Information »

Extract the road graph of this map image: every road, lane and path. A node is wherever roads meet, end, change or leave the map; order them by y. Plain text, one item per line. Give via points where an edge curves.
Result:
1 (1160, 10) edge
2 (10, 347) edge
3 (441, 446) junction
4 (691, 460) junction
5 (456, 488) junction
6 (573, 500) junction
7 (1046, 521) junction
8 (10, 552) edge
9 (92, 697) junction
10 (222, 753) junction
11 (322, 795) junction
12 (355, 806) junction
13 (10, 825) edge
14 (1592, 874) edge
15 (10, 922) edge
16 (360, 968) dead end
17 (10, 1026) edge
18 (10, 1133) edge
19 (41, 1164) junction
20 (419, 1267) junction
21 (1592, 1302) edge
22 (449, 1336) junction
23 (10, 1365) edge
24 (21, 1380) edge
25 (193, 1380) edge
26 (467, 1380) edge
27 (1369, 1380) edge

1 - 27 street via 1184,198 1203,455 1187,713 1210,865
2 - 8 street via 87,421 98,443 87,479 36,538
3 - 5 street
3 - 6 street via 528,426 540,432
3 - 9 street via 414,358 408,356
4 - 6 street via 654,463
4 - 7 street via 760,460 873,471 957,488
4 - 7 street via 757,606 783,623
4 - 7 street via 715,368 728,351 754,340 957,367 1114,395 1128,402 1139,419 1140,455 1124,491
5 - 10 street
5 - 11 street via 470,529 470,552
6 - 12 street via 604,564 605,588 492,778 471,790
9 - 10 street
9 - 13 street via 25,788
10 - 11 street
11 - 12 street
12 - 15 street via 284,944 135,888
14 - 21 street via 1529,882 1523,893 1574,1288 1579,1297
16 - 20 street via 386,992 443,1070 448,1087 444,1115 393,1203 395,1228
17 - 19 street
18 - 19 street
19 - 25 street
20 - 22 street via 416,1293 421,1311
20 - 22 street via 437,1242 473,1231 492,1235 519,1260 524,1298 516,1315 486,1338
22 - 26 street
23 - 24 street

What the task asks » Produce the whole listing again, exactly as it reads above.

Answer to the exercise »
Extract the road graph of this map image: every road, lane and path. A node is wherever roads meet, end, change or leave the map; order them by y. Plain text, one item per line. Give via points where an edge curves.
Result:
1 (1160, 10) edge
2 (10, 347) edge
3 (441, 446) junction
4 (691, 460) junction
5 (456, 488) junction
6 (573, 500) junction
7 (1046, 521) junction
8 (10, 552) edge
9 (92, 697) junction
10 (222, 753) junction
11 (322, 795) junction
12 (355, 806) junction
13 (10, 825) edge
14 (1592, 874) edge
15 (10, 922) edge
16 (360, 968) dead end
17 (10, 1026) edge
18 (10, 1133) edge
19 (41, 1164) junction
20 (419, 1267) junction
21 (1592, 1302) edge
22 (449, 1336) junction
23 (10, 1365) edge
24 (21, 1380) edge
25 (193, 1380) edge
26 (467, 1380) edge
27 (1369, 1380) edge

1 - 27 street via 1184,198 1203,455 1187,713 1210,865
2 - 8 street via 87,421 98,443 87,479 36,538
3 - 5 street
3 - 6 street via 528,426 540,432
3 - 9 street via 414,358 408,356
4 - 6 street via 654,463
4 - 7 street via 760,460 873,471 957,488
4 - 7 street via 757,606 783,623
4 - 7 street via 715,368 728,351 754,340 957,367 1114,395 1128,402 1139,419 1140,455 1124,491
5 - 10 street
5 - 11 street via 470,529 470,552
6 - 12 street via 604,564 605,588 492,778 471,790
9 - 10 street
9 - 13 street via 25,788
10 - 11 street
11 - 12 street
12 - 15 street via 284,944 135,888
14 - 21 street via 1529,882 1523,893 1574,1288 1579,1297
16 - 20 street via 386,992 443,1070 448,1087 444,1115 393,1203 395,1228
17 - 19 street
18 - 19 street
19 - 25 street
20 - 22 street via 416,1293 421,1311
20 - 22 street via 437,1242 473,1231 492,1235 519,1260 524,1298 516,1315 486,1338
22 - 26 street
23 - 24 street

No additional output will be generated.